WORK TASK
Copy out the entries that follow exactly, leaving every picture behind.

Stored items
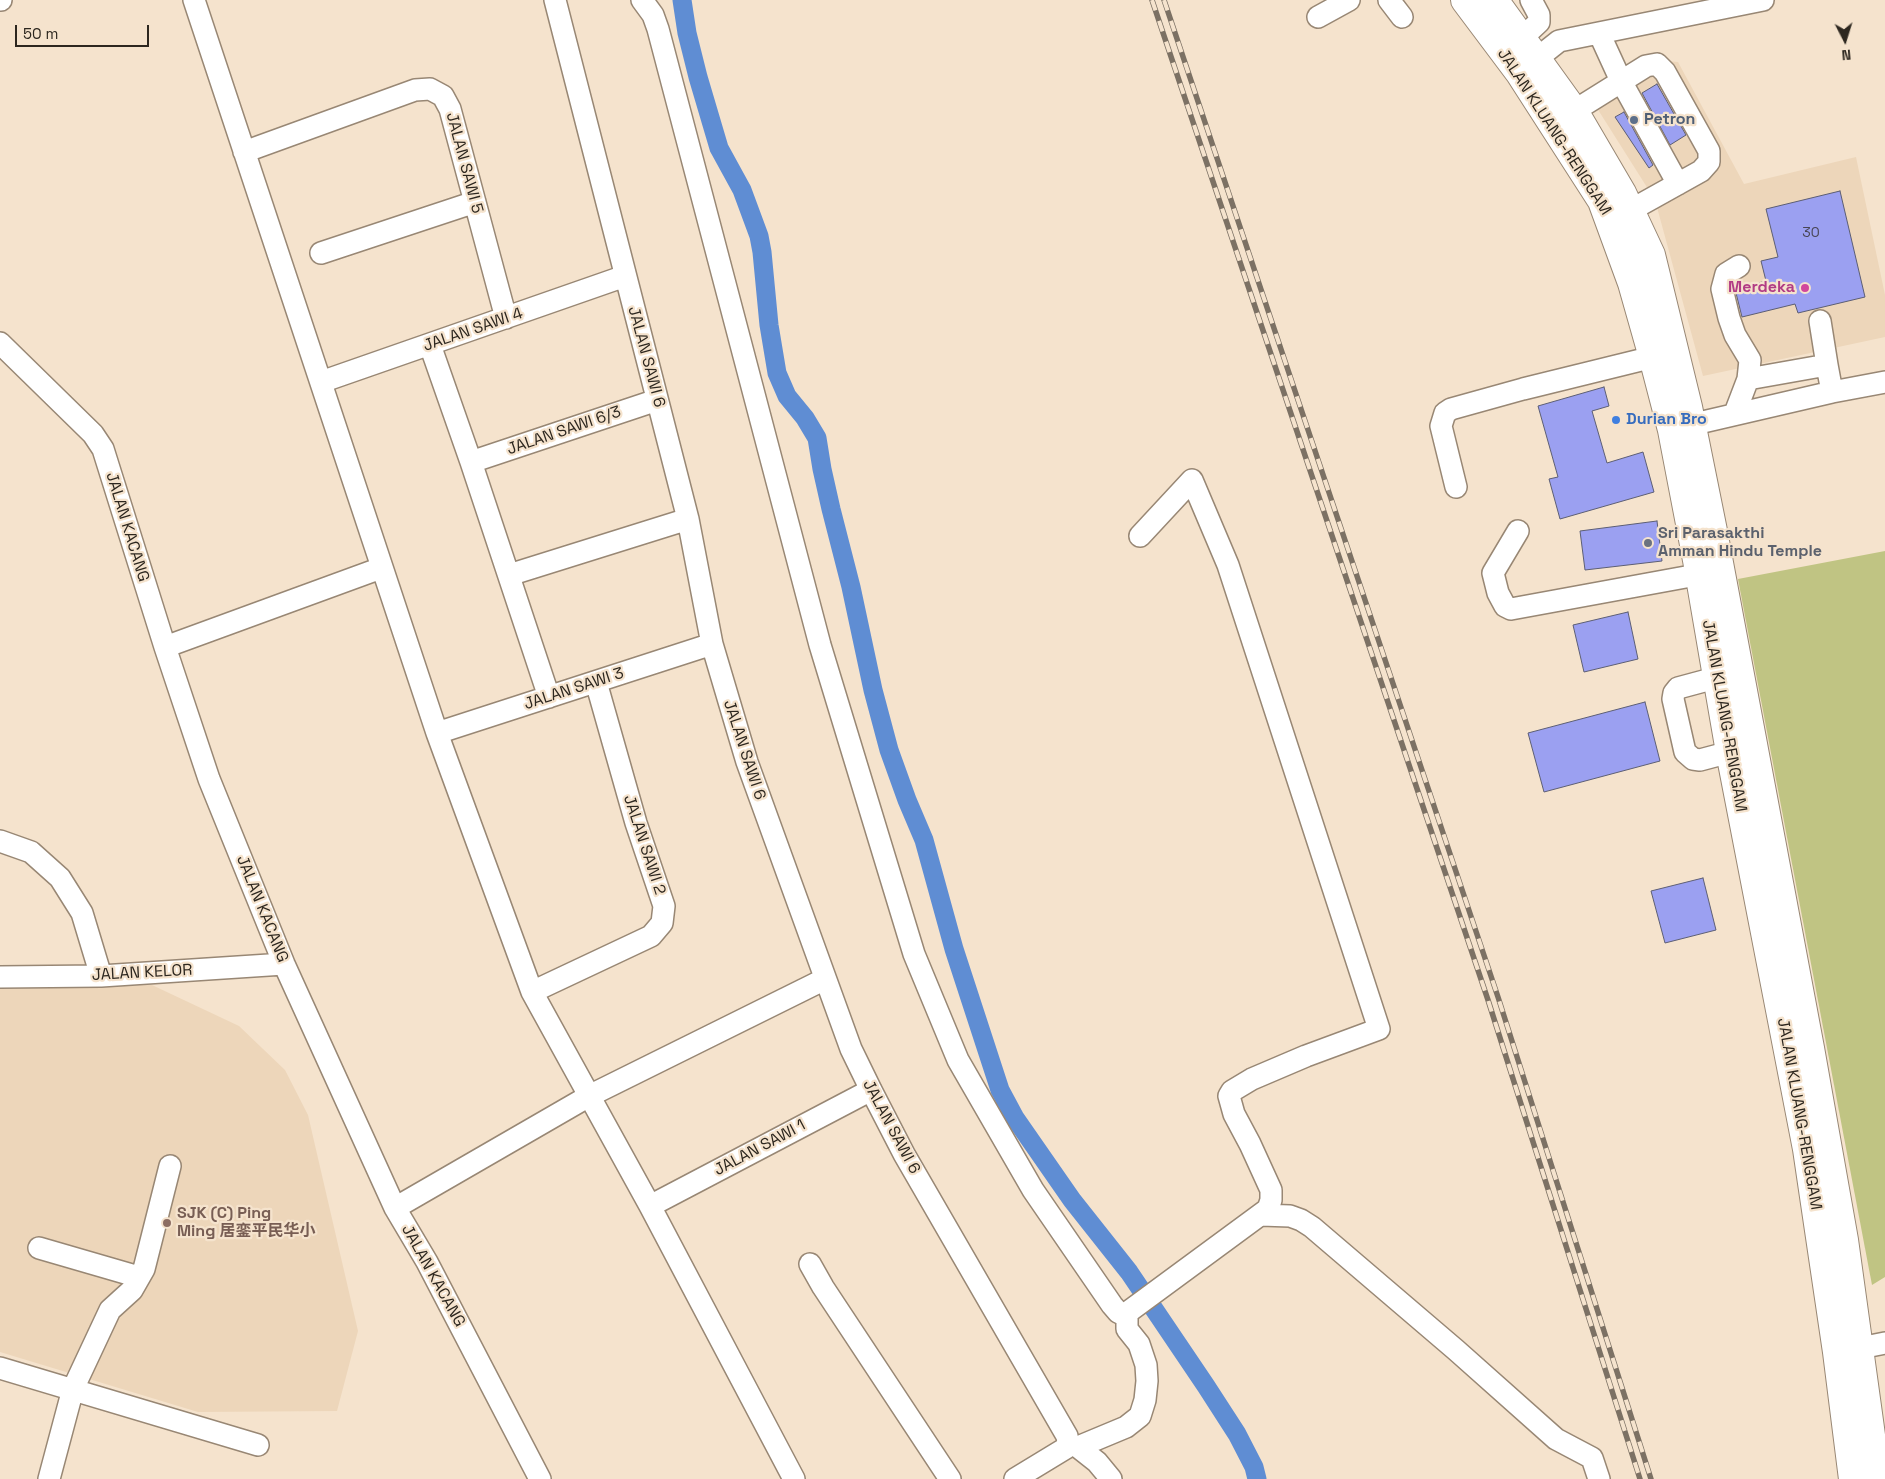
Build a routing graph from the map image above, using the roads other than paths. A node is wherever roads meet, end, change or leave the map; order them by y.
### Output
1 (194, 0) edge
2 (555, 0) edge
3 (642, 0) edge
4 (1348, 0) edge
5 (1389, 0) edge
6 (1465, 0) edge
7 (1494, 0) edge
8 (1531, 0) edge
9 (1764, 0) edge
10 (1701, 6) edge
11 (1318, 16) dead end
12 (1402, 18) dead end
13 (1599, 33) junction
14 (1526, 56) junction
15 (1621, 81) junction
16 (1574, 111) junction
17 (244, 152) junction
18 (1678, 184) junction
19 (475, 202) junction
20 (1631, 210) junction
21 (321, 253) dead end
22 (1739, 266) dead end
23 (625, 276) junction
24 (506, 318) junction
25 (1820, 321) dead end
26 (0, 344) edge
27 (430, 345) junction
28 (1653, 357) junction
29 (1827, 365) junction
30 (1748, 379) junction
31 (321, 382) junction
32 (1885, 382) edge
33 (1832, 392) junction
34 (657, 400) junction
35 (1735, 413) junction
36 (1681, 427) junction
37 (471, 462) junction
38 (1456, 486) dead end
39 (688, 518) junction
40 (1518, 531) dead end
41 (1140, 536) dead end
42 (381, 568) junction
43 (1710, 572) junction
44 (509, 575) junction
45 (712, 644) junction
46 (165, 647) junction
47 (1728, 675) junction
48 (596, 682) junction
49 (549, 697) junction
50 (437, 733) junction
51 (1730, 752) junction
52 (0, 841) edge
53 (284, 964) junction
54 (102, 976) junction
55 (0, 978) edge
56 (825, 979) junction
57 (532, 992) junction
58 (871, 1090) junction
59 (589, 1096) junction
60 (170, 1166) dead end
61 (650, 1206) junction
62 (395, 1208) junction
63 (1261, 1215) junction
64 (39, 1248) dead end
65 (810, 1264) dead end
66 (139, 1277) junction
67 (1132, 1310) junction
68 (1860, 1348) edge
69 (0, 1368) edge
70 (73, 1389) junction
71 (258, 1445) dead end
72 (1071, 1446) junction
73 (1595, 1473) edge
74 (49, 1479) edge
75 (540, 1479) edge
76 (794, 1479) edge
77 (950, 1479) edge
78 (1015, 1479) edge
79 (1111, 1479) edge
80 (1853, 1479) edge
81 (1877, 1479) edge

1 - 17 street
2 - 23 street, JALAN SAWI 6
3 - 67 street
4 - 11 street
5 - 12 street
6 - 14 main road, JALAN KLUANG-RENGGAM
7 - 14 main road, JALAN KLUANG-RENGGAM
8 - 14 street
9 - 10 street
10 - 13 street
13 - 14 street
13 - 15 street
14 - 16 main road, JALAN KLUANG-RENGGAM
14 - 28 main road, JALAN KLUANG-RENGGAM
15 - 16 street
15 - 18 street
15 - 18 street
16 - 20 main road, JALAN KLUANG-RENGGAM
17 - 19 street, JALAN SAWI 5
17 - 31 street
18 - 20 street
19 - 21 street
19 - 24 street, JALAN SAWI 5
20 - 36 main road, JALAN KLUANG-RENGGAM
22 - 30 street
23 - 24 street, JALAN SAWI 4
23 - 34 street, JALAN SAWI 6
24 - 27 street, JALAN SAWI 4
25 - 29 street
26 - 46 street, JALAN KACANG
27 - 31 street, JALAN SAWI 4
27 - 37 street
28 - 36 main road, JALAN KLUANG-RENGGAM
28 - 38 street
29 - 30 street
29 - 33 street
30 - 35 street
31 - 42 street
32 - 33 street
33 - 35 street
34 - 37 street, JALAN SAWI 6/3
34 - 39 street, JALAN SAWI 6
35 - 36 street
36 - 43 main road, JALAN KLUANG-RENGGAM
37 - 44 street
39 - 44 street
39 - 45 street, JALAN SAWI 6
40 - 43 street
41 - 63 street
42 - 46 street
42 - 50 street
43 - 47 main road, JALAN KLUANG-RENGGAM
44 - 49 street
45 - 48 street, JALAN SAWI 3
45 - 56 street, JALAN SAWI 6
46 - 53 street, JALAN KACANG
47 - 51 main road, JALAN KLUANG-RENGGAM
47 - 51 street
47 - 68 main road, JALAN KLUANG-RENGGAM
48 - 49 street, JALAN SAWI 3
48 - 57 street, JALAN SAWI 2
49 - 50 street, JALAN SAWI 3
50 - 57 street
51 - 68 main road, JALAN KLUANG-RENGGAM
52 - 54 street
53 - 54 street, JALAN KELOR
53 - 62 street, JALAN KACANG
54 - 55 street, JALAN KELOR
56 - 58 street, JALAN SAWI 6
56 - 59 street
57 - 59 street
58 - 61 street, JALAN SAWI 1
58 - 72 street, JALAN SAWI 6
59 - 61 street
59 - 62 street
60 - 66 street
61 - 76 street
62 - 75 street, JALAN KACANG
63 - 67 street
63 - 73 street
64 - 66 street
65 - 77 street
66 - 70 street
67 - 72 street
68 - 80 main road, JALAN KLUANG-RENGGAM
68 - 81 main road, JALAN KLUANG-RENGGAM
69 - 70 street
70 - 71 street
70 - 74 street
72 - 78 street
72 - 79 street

ANSWER SECTION
Build a routing graph from the map image above, using the roads other than paths. A node is wherever roads meet, end, change or leave the map; order them by y.
### Output
1 (194, 0) edge
2 (555, 0) edge
3 (642, 0) edge
4 (1348, 0) edge
5 (1389, 0) edge
6 (1465, 0) edge
7 (1494, 0) edge
8 (1531, 0) edge
9 (1764, 0) edge
10 (1701, 6) edge
11 (1318, 16) dead end
12 (1402, 18) dead end
13 (1599, 33) junction
14 (1526, 56) junction
15 (1621, 81) junction
16 (1574, 111) junction
17 (244, 152) junction
18 (1678, 184) junction
19 (475, 202) junction
20 (1631, 210) junction
21 (321, 253) dead end
22 (1739, 266) dead end
23 (625, 276) junction
24 (506, 318) junction
25 (1820, 321) dead end
26 (0, 344) edge
27 (430, 345) junction
28 (1653, 357) junction
29 (1827, 365) junction
30 (1748, 379) junction
31 (321, 382) junction
32 (1885, 382) edge
33 (1832, 392) junction
34 (657, 400) junction
35 (1735, 413) junction
36 (1681, 427) junction
37 (471, 462) junction
38 (1456, 486) dead end
39 (688, 518) junction
40 (1518, 531) dead end
41 (1140, 536) dead end
42 (381, 568) junction
43 (1710, 572) junction
44 (509, 575) junction
45 (712, 644) junction
46 (165, 647) junction
47 (1728, 675) junction
48 (596, 682) junction
49 (549, 697) junction
50 (437, 733) junction
51 (1730, 752) junction
52 (0, 841) edge
53 (284, 964) junction
54 (102, 976) junction
55 (0, 978) edge
56 (825, 979) junction
57 (532, 992) junction
58 (871, 1090) junction
59 (589, 1096) junction
60 (170, 1166) dead end
61 (650, 1206) junction
62 (395, 1208) junction
63 (1261, 1215) junction
64 (39, 1248) dead end
65 (810, 1264) dead end
66 (139, 1277) junction
67 (1132, 1310) junction
68 (1860, 1348) edge
69 (0, 1368) edge
70 (73, 1389) junction
71 (258, 1445) dead end
72 (1071, 1446) junction
73 (1595, 1473) edge
74 (49, 1479) edge
75 (540, 1479) edge
76 (794, 1479) edge
77 (950, 1479) edge
78 (1015, 1479) edge
79 (1111, 1479) edge
80 (1853, 1479) edge
81 (1877, 1479) edge

1 - 17 street
2 - 23 street, JALAN SAWI 6
3 - 67 street
4 - 11 street
5 - 12 street
6 - 14 main road, JALAN KLUANG-RENGGAM
7 - 14 main road, JALAN KLUANG-RENGGAM
8 - 14 street
9 - 10 street
10 - 13 street
13 - 14 street
13 - 15 street
14 - 16 main road, JALAN KLUANG-RENGGAM
14 - 28 main road, JALAN KLUANG-RENGGAM
15 - 16 street
15 - 18 street
15 - 18 street
16 - 20 main road, JALAN KLUANG-RENGGAM
17 - 19 street, JALAN SAWI 5
17 - 31 street
18 - 20 street
19 - 21 street
19 - 24 street, JALAN SAWI 5
20 - 36 main road, JALAN KLUANG-RENGGAM
22 - 30 street
23 - 24 street, JALAN SAWI 4
23 - 34 street, JALAN SAWI 6
24 - 27 street, JALAN SAWI 4
25 - 29 street
26 - 46 street, JALAN KACANG
27 - 31 street, JALAN SAWI 4
27 - 37 street
28 - 36 main road, JALAN KLUANG-RENGGAM
28 - 38 street
29 - 30 street
29 - 33 street
30 - 35 street
31 - 42 street
32 - 33 street
33 - 35 street
34 - 37 street, JALAN SAWI 6/3
34 - 39 street, JALAN SAWI 6
35 - 36 street
36 - 43 main road, JALAN KLUANG-RENGGAM
37 - 44 street
39 - 44 street
39 - 45 street, JALAN SAWI 6
40 - 43 street
41 - 63 street
42 - 46 street
42 - 50 street
43 - 47 main road, JALAN KLUANG-RENGGAM
44 - 49 street
45 - 48 street, JALAN SAWI 3
45 - 56 street, JALAN SAWI 6
46 - 53 street, JALAN KACANG
47 - 51 main road, JALAN KLUANG-RENGGAM
47 - 51 street
47 - 68 main road, JALAN KLUANG-RENGGAM
48 - 49 street, JALAN SAWI 3
48 - 57 street, JALAN SAWI 2
49 - 50 street, JALAN SAWI 3
50 - 57 street
51 - 68 main road, JALAN KLUANG-RENGGAM
52 - 54 street
53 - 54 street, JALAN KELOR
53 - 62 street, JALAN KACANG
54 - 55 street, JALAN KELOR
56 - 58 street, JALAN SAWI 6
56 - 59 street
57 - 59 street
58 - 61 street, JALAN SAWI 1
58 - 72 street, JALAN SAWI 6
59 - 61 street
59 - 62 street
60 - 66 street
61 - 76 street
62 - 75 street, JALAN KACANG
63 - 67 street
63 - 73 street
64 - 66 street
65 - 77 street
66 - 70 street
67 - 72 street
68 - 80 main road, JALAN KLUANG-RENGGAM
68 - 81 main road, JALAN KLUANG-RENGGAM
69 - 70 street
70 - 71 street
70 - 74 street
72 - 78 street
72 - 79 street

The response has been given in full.